Les ergots d’un coq ont châtié les épines d’une rose. L’Angleterre avait renié son rugby avant que le fier gallinacé, bleu, blanc, rouge, n’ait chanté sept fois les noms de Ramos, Flament, Ollivon, Penaud. Sept essais fabriqués français. Sang pour sang. Dent pour dent. œil pour œil. Produits de gloire et de terroir. Arrières, avants s’en sont donnés à cœur joie. Ce jeu de balle ovale, de vaillance et d’instinct, administre aux siens une leçon de maintien. A la baguette, il y a Dupont, « le monstrueux » champion, capitaine tricolore, le plus capable, qui ne fait pas cap pour du beurre. Dupont, l’authentique, se moque du Van Damme de la place Vendôme, lui enseigne à Twickenham l’honneur avec un corps, en vraie grandeur, pas seulement avec un petit bras de rougeaud avocat. Sous une pluie d’hiver, sur une pelouse d’ennemi héréditaire, un vieux pays récitait hier son meilleur rugby, d’exacte fantaisie, de rigoureuse poésie. Il fabriquait du panache à la hache. On aime à Twickenham un même jeu de gentilshommes à cause d’une tradition, d’une nostalgie, d’un style. La prouesse de samedi a troué la morne répétition des tristesses. Elle révèle l’éclaircie glorieuse, instaure un temps bref d’épiphanie. Le pays des Boniface n’est pas celui de la défausse. La terre de Villepreux s’embrase aux premiers feux. C’est un royaume, à sa manière, de grands hommes fiers, l’heureuse contrée des pieux serviteurs du jeu, le fortin retranché des preux chevaliers des somptueuses percées, des majestueuses passes croisées.

jeudi 9 mars 2023

Van Damme de la place Vendôme

L’école dégringole, fabrique du crétin à la pelle. Elle élargit sa gamme au sous-crétin, produit de l’inculte low cost. Le Van Damme de la place Vendôme témoigne du cheminement de l’idiotie, illustre le carriérisme de la connerie. Le dressage à la crétinerie conduit à la voyoucratie, à l’usage décomplexé des modes d’expression des petites fripouilles. Dupond, la grosse voix, nuit grave à l’éducation des gosses. Ses bras d’honneur d’hémicycle sont de piteuses sorties de piste. Le ministre, ivre de lui-même, a forcé sur le Bourbon. A l’occasion, ce rougeaud chasseur du dimanche, amateur de buvette, sait se saisir d’un fusil, épauler, quand son bras le démange. Ce plaideur théâtreux est l’homme des territoires giboyeux du lobby des chasseurs. Mais on était loin des battues solognotes, au coude à coude avec Larcher, dans un bosquet sénatorial de chasses présidentielles.

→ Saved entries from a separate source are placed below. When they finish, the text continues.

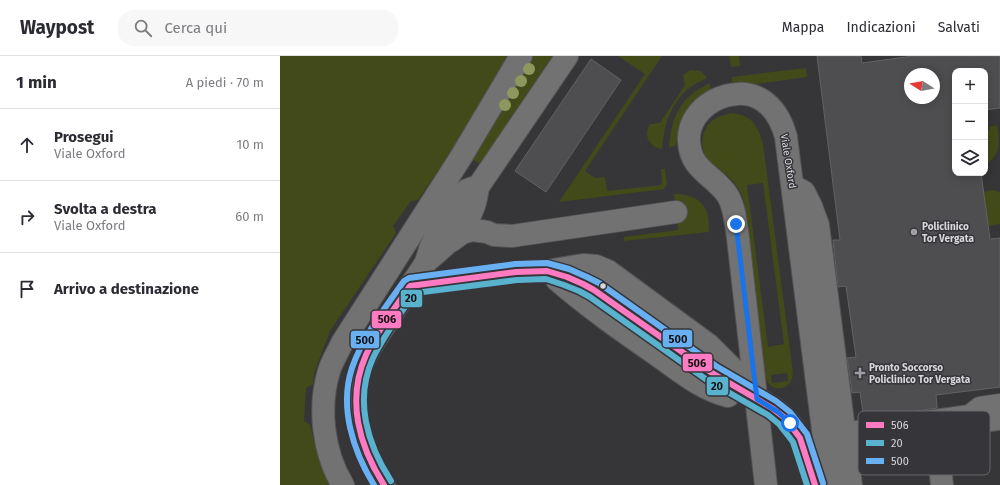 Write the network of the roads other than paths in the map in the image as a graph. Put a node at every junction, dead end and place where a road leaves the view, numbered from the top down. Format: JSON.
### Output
{"nodes":[{"id":1,"x":521,"y":56,"type":"edge"},
{"id":2,"x":567,"y":56,"type":"edge"},
{"id":3,"x":793,"y":186,"type":"junction"},
{"id":4,"x":471,"y":197,"type":"junction"},
{"id":5,"x":676,"y":212,"type":"dead end"},
{"id":6,"x":487,"y":232,"type":"junction"},
{"id":7,"x":450,"y":242,"type":"junction"},
{"id":8,"x":426,"y":262,"type":"junction"},
{"id":9,"x":547,"y":271,"type":"junction"},
{"id":10,"x":410,"y":286,"type":"junction"},
{"id":11,"x":757,"y":399,"type":"junction"},
{"id":12,"x":1000,"y":406,"type":"edge"},
{"id":13,"x":976,"y":411,"type":"edge"},
{"id":14,"x":1000,"y":418,"type":"edge"},
{"id":15,"x":990,"y":420,"type":"edge"},
{"id":16,"x":858,"y":440,"type":"edge"},
{"id":17,"x":858,"y":442,"type":"edge"},
{"id":18,"x":845,"y":443,"type":"junction"},
{"id":19,"x":343,"y":485,"type":"edge"},
{"id":20,"x":384,"y":485,"type":"edge"},
{"id":21,"x":766,"y":485,"type":"edge"},
{"id":22,"x":815,"y":485,"type":"edge"},
{"id":23,"x":830,"y":485,"type":"edge"},
{"id":24,"x":851,"y":485,"type":"edge"}],
"edges":[{"from":1,"to":19,"type":"lane"},
{"from":2,"to":4,"type":"lane"},
{"from":3,"to":11,"type":"lane","name":"Viale Oxford"},
{"from":3,"to":18,"type":"lane"},
{"from":3,"to":23,"type":"lane","name":"Viale Oxford"},
{"from":4,"to":6,"type":"lane"},
{"from":4,"to":7,"type":"lane"},
{"from":4,"to":8,"type":"lane"},
{"from":5,"to":6,"type":"lane"},
{"from":6,"to":7,"type":"lane"},
{"from":7,"to":8,"type":"lane"},
{"from":8,"to":10,"type":"lane"},
{"from":9,"to":10,"type":"lane"},
{"from":9,"to":11,"type":"lane"},
{"from":9,"to":11,"type":"lane"},
{"from":10,"to":20,"type":"lane"},
{"from":11,"to":21,"type":"lane","name":"Viale Oxford"},
{"from":11,"to":22,"type":"lane"},
{"from":12,"to":13,"type":"lane"},
{"from":14,"to":15,"type":"lane"},
{"from":16,"to":18,"type":"lane"},
{"from":17,"to":18,"type":"lane"},
{"from":18,"to":24,"type":"lane"}]} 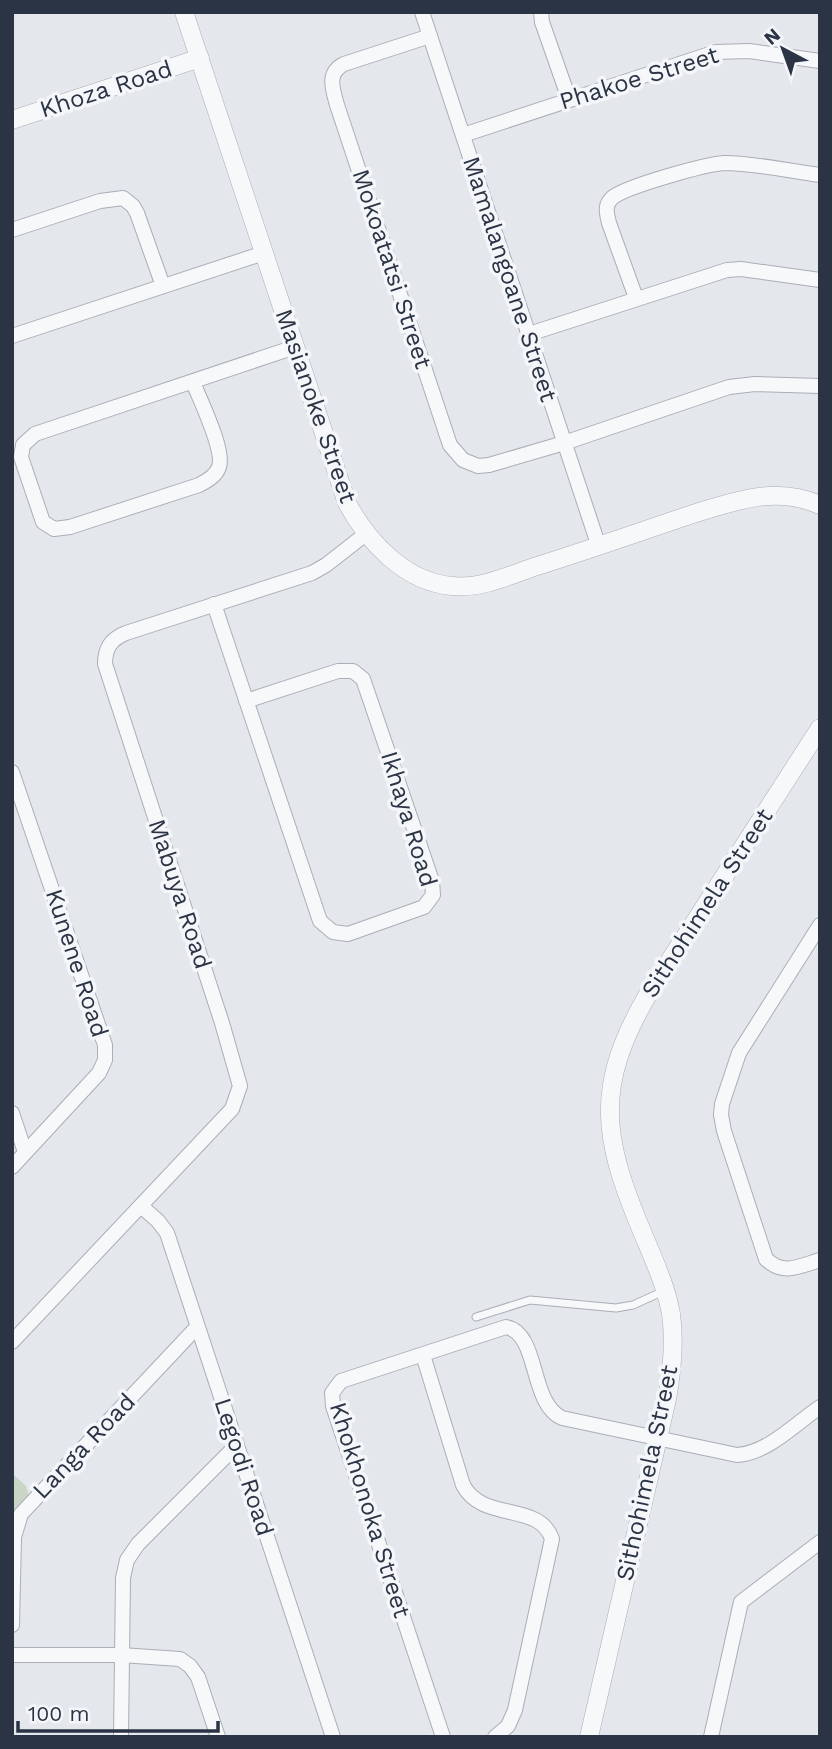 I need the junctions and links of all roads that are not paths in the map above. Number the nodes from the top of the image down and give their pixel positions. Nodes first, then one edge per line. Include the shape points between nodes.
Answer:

Non, Dupond poireautait sur le banc de l’Assemblée. En manque de pétoire, l’homme des prétoires a boudé le réquisitoire, tiré dans le tas de députés, visé comme un pied sur Marleix, avec un bras orthogonal de fort des Halles. J’ai songé à une autre belle voix grave, mais d’orateur cette fois, de tribun d’excellence. Philippe Séguin, c’était hier, c’était mieux, c’était vraiment bien. « La connaissance est dans la nostalgie » écrit Pasolini.